Frank J. Hennessy, U. S. Atty., and Edgar R. Bonsall, Asst. U. S. Atty., both of San Francisco, Cal., for respondent.

GOODMAN, District Judge.

On August 25, 1947, petitioner arrived at the Port of San Francisco aboard the steamship General Meigs on a return trip from China. He was refused entry to the United States by Immigration officials, and ever since arrival has been and still is detained in their custody. While he was in such detention, an Immigration Board of Special Inquiry (8 U.S.C.A. § 153) conducted hearings on a number of different days in October and November of 1947, at all of which petitioner was represented by counsel of his choosing. On December 1, 1947, the Board of Special Inquiry denied petitioner admission into the United States on the ground that he was an alien not eligible for admission. Immigration Act of 1924, Sec. 13, 8 U.S.C.A. § 213. Thereupon petitioner entered an appeal to the Commissioner of Immigration and Naturalization. Pending the appeal and on December 8, 1947, petitioner filed a petition for writ of habeas corpus in this court. Therein petitioner alleged that he was an American citizen by birth and that the respondent was unlawfully restraining him of his liberty. For the purpose of inquiring into the cause of the alleged restraint of liberty, (28 U.S.C.A. § 452) the Court issued a writ of habeas corpus and directed respondent to produce the body of the petitioner at a date fixed in the writ. Respondent complied with the writ and also filed a return in which the proceedings of the Board of Special Inquiry and the evidence there considered were set out. No evidence was presented to the Court upon the hearing, except the affidavit of petitioner's counsel in support of his application for release pending the administrative proceedings before the Immigration authorities, and the cause was submitted upon the petition, the return, the traverse thereto, and upon briefs to be filed, all of which are now before the Court.

There is no dispute about the following facts:

At least from early childhood, petitioner was continuously a resident of the United States. On September 23, 1942, he was inducted into the United States Army. On February 10, 1943, he was honorably discharged from the Armed Forces. His certificate of discharge recites that he was born in San Francisco, State of California, and was 41½ years of age at time of enlistment. His army service was entirely in the United States. On August 14, 1944, he obtained in the Superior Court of the State of California, in and for the City and County of San Francisco, under the provisions of the Health and Safety Code of the State of California, Sections 10600 et seq., an order of said court establishing the fact that he was born on the 6th day of April, 1901, in San Francisco, California. On December 2, 1946, United States Passport No. 159067 was issued to petitioner by the State Department of the United States wherein it was stated that he was an American citizen. Thereupon petitioner left the continental United States for a visit to China. Upon his attempted re-entry on August 25, 1947, the passport as well as certified copies of his Army discharge and the State Court order establishing birth were tendered to the Immigration officials as evidence of his right to re-enter the United States.
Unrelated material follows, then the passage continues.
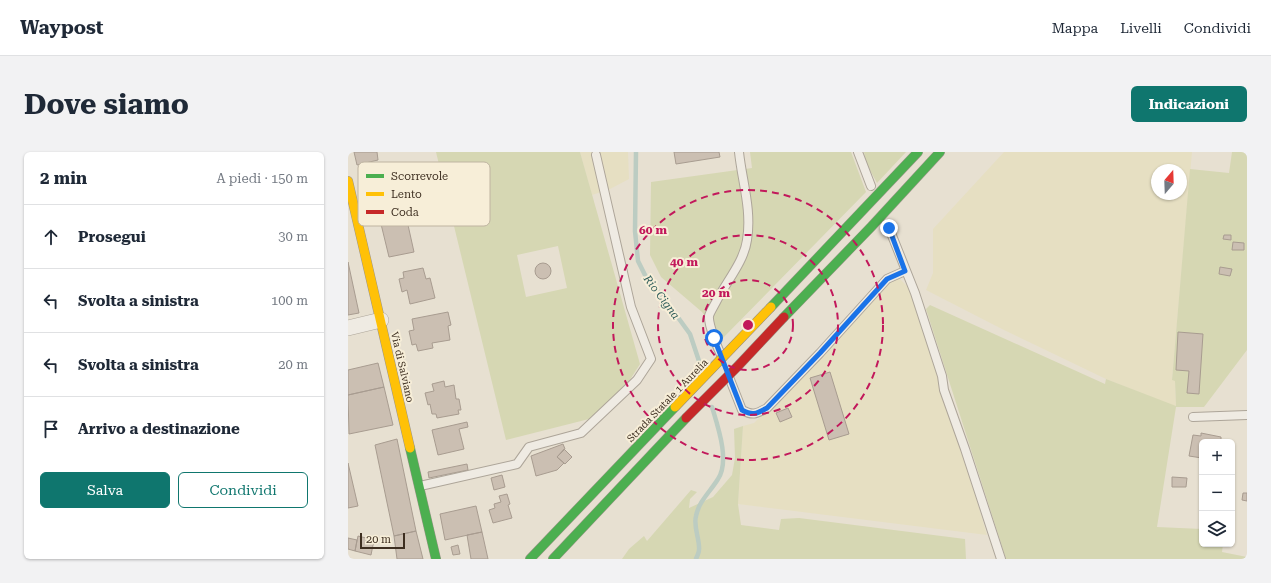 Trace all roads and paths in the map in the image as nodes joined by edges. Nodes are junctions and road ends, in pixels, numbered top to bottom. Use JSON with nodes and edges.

At the hearings conducted by the Board of Special Inquiry, the petitioner and his wife, whom he had married on his visit to China, as well as the witness who testified on petitioner's behalf in the State Court proceeding to establish his birth, were questioned. The testimony raised an issue as to whether petitioner had in fact been born in the United States. The Board of Special Inquiry determined this issue adversely to petitioner. This was clearly within the power of the Immigration Authorities. Petitioner was not entitled to a judicial hearing as to his right to admission. Wong Wing Sing et ux. v. Nagle, 9 Cir., 299 F. 601; Ex parte Yoshinasa Nomura, 9 Cir., 297 F. 191; Ex parte Fong Chow Oi, D.C.Cal. 15 F.2d 209.

I. At the hearing in this Court, petitioner contended, as he did through his counsel before the Board of Special Inquiry, that the decree of the Superior Court of the State of California has established petitioner's birth in the United States, and that it was beyond the authority and power of the immigration officials to pursue any inquiry as to the decree's validity. The argument of the petitioner in this regard is that the State Court decree is an adjudication of petitioner's citizenship by which the United States is bound under the Full Faith and Credit provision of the Constitution, Const. Art. IV, as extended by statute to the Federal Courts. 28 U.S.C.A. § 687.

Neither reason nor authority support this contention.

The proceeding authorized by California state law for the establishment of the fact of birth is not an adversary proceeding, save and except that the statute requires that notice of the hearing be given to the District Attorney of the county wherein the hearing is had. The United States not being a party to such proceeding, nor having consented thereto, is not bound by the state court adjudication. Particularly is this so as to the administration of laws of the United States, which it alone enforces. Const. Art. I, Sec. 9, Clause 1. If the California Court had granted petitioner a decree of naturalization, pursuant to its authority so to do expressly granted by Congress (54 Stat. 1140, 8 U.S.C.A. § 701), then of course such a decree would be fully binding on the United States and could only be attacked in the manner provided by Federal Statute. 8 U.S.C.A. § 738. But jurisdiction to adjudicate the citizenship status of a United States resident has never been conferred by Congress on state courts. Consequently, any state court judgment purporting to exercise that jurisdiction cannot to that extent, claim of the Federal Courts full faith and credit.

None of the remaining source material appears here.